Characterization of novel fibrosis modulators in recessive dystrophic EB (León 1)Ongoing
|Project lead||Prof Carlos Leon|
|Organisation||University Carlos III of Madrid (UC3M)|
|Partner organizations & collaborators||Prof Fernando Larcher|
|Project budget||EUR 135,000.00 (DEBRA Austria as main funder)|
|Start date / Duration||09. May 2022 / 24 months|
|Funder(s) / Co-Funder(s)||DEBRA Austria, EB Loppet, DEBRA Sweden|
|Research area||Skin cancer & fibrosis|
Short lay summary
In RDEB, the high stiffness of the skin's connective tissue, known as fibrosis, represents a serious complication of the disease that leads to scarring, mitten-like deformities, and cancer development. Decreasing the fibrotic process can help a lot to improve the patient's quality of life. This group identified in fibroblasts from a RDEB patient with an unexpected mild phenotype a molecule called PRELP, an extracellular matrix proteoglycan that, like Decorin, another member of the proteoglycan family, may have antifibrotic properties. In this project the team will study, on the one hand, whether the fibroblasts of patients with mild RDEB may contain a specific subpopulation that is really responsible for antifibrotic activity and, if so, they will try to characterize them in detail. On the other hand, the team lead by Prof Carlos León and Prof Fernando Larcher will evaluate whether PRELP can prevent or counteract some of the fibrotic manifestations in a mouse model of RDEB. Successful results may lead to the addition of PRELP as a valuable therapeutic molecule for RDEB.

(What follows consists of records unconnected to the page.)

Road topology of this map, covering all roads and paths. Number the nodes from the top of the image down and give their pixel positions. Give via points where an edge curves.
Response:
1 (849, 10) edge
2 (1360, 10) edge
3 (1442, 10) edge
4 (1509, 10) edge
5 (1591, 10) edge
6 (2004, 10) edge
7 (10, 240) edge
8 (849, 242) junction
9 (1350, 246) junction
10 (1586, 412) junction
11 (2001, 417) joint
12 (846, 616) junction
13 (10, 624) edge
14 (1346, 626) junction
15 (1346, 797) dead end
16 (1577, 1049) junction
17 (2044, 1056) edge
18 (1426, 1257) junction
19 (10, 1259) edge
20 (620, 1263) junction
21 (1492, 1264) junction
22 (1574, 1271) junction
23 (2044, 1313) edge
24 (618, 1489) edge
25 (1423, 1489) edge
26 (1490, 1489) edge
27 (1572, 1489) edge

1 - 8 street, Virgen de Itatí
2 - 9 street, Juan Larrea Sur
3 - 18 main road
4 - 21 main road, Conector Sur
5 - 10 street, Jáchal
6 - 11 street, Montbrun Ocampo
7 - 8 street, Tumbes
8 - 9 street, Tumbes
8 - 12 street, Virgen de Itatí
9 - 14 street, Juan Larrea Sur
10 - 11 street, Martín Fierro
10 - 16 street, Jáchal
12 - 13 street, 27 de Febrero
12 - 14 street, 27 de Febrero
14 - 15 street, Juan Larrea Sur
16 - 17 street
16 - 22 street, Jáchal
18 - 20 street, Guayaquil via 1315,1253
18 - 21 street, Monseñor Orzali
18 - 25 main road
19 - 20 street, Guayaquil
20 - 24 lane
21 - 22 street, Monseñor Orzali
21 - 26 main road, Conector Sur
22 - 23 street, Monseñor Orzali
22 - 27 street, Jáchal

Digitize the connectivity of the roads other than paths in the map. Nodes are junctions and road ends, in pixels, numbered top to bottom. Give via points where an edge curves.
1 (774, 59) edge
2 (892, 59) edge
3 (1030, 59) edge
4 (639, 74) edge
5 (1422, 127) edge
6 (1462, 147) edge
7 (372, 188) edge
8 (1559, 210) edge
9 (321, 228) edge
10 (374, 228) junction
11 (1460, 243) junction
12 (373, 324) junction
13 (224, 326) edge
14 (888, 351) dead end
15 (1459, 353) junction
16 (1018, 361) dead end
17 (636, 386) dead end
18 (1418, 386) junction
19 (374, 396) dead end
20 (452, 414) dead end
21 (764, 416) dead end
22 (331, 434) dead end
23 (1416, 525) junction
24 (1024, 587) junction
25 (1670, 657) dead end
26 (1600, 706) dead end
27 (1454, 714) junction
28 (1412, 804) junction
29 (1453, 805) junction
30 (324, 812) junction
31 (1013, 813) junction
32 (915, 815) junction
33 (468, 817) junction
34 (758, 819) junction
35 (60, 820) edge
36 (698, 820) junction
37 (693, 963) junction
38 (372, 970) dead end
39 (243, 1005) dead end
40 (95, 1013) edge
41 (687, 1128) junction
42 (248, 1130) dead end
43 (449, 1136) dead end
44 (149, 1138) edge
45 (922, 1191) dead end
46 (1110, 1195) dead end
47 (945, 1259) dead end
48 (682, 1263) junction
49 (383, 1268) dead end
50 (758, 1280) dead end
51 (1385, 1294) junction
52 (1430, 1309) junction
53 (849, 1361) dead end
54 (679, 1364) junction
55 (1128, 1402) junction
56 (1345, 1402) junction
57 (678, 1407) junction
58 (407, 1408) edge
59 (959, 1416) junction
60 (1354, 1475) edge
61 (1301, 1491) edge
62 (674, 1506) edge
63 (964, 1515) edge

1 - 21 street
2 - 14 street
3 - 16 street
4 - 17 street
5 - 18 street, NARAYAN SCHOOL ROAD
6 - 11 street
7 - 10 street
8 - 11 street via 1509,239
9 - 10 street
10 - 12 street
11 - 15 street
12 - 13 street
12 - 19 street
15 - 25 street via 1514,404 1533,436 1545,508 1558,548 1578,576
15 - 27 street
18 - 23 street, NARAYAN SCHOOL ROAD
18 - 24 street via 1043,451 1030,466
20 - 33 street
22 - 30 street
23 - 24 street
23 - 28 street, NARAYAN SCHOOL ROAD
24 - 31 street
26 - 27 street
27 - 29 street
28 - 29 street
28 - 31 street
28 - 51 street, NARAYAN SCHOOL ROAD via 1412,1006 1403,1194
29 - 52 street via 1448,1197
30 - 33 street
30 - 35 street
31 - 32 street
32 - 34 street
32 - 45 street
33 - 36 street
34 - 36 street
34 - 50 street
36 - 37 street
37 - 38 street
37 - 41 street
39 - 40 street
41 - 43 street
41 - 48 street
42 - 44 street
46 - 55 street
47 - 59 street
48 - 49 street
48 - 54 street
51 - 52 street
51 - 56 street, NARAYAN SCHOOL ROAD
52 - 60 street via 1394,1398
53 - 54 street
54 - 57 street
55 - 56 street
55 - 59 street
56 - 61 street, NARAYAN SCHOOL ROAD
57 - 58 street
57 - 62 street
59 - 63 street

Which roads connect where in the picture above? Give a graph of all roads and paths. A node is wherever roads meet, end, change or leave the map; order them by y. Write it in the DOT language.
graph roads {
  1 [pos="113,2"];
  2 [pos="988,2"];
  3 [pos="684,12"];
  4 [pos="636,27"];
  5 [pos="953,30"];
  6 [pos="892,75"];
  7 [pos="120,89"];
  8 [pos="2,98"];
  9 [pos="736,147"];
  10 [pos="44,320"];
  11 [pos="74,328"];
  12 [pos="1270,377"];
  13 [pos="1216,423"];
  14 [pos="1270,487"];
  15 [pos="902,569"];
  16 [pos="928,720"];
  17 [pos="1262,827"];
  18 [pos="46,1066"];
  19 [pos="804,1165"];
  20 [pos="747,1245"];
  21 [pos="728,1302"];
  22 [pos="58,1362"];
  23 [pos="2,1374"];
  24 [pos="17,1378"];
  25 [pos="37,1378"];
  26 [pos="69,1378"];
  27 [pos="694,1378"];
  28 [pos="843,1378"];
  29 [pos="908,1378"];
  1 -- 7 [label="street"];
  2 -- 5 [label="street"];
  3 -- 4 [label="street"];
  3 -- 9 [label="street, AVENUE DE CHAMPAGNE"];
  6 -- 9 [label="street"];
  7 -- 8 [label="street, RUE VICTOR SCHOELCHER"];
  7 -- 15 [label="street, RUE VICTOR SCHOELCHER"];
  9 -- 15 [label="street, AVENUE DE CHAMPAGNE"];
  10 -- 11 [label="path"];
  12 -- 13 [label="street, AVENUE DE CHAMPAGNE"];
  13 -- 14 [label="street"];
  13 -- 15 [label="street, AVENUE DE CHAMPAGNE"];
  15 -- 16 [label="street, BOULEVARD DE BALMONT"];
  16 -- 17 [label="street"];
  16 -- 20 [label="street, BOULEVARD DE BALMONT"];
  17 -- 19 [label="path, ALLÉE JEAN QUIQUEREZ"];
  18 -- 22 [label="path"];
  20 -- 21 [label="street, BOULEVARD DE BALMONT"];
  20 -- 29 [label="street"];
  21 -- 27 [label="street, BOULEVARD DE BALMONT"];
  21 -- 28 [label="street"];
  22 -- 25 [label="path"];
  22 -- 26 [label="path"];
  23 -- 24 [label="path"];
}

In patients with RDEB, persistent inflammation, fibrosis, and squamous cell carcinoma (SCC) represent serious complications of the disease derived from the aberrant healing of chronic wounds, associated in some way with the primary deficiency of type VII collagen (C7). Early restoration of C7 by any of the various pharmacological, cell, and gene therapy approaches could prevent the development or progression of fibrotic, inflammatory, and oncogenic events. Even so, there is an urgent need to attenuate or prevent these serious manifestations by also addressing their mediators such as TGF-β signaling which plays a key role in the establishment and maintenance of the fibrotic process. In addition to seeking therapeutic solutions involving cell and gene therapy for RDEB, the laboratory is making efforts to understand the fibrotic process to be able to provide evidence-based relief therapies.
Unusual clinical of RDEB siblings with markedly discordant clinical presentation (i.e., mild versus severe), despite sharing an identical COL7A1 genotype, provide unique opportunities to better understand the pathogenesis of the disease and to recognize possible compensatory mechanisms that modulate the clinical condition. The research team presents strong preliminary evidence, based on the study of the behavior of fibroblasts from two RDEB siblings with remarkable phenotypic variation, about the role of the proteoglycan Prolargin (PRELP) as a plausible modulator of the severity of RDEB and they postulate it as a symptoms relief candidate to treat fibrotic/oncogenic complications.
In view of these preliminary results the team proposes two main specific objectives or Work Packages (WP): WP1 involves further phenotypic characterization of fibroblasts from mild and severe RDEB siblings. WP2 involves in vitro and in vivo functional studies of PRELP with respect to its putative pro-adhesive, antifibrotic, and antitumor properties.
The restoration of cutaneous homeostasis as a consequence of collagen type VII (C7) deficiency in patients with RDEB is of paramount importance. Therefore, the replacement of C7 remains the main therapeutic objective, but counteracting fibrosis is also of great relevance. The role of functional disruption of TGF beta as a major player in the establishment and progression of fibrosis has been well characterized. However, despite various efforts, researchers in the field have not yet come up with an effective and practical way to inhibit/mitigate its harmful effects. Therefore, the identification of molecules such as PRELP with the ability to restore cutaneous homeostasis remains essential to increase the therapeutic arsenal. Once identified, it is mandatory and strategically relevant to test these molecules in suitable models of disease, as proposed in this project.